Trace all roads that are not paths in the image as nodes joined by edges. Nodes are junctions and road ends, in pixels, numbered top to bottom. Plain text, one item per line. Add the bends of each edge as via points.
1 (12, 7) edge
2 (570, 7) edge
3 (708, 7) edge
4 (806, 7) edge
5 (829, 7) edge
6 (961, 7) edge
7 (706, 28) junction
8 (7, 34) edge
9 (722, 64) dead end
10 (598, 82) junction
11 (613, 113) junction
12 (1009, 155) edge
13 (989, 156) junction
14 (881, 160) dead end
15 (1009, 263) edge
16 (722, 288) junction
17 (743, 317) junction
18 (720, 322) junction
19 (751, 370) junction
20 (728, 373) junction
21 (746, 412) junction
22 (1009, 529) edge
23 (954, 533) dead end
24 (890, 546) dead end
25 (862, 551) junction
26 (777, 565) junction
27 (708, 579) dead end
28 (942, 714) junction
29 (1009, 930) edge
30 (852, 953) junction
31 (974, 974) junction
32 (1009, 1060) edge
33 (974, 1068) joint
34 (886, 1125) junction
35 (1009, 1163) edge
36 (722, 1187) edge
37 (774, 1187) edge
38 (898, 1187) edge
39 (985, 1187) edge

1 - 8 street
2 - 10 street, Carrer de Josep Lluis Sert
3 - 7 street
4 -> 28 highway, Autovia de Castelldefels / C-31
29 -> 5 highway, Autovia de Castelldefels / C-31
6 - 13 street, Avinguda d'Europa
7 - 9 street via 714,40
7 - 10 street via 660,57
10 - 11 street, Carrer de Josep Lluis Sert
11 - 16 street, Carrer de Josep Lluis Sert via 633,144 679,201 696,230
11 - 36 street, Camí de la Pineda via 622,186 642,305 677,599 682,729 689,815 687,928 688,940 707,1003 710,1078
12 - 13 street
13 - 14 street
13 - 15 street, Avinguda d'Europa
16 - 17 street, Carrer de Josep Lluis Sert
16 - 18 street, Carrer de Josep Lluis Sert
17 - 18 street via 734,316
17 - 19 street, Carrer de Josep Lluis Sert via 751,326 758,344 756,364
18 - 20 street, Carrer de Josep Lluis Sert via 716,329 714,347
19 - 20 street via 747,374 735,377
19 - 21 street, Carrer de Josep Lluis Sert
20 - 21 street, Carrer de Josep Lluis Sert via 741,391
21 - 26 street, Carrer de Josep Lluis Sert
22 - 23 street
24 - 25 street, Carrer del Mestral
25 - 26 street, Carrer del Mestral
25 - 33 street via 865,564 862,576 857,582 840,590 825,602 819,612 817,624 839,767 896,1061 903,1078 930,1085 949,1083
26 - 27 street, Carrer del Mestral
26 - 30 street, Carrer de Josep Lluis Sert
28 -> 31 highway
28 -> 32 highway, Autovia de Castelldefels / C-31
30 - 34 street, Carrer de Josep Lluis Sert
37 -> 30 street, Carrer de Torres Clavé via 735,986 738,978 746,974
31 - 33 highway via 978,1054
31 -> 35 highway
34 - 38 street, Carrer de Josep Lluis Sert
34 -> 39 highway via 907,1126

_ _ _ _

Filter the records above down to the lines that hold the string "Autovia".

4 -> 28 highway, Autovia de Castelldefels / C-31
29 -> 5 highway, Autovia de Castelldefels / C-31
28 -> 32 highway, Autovia de Castelldefels / C-31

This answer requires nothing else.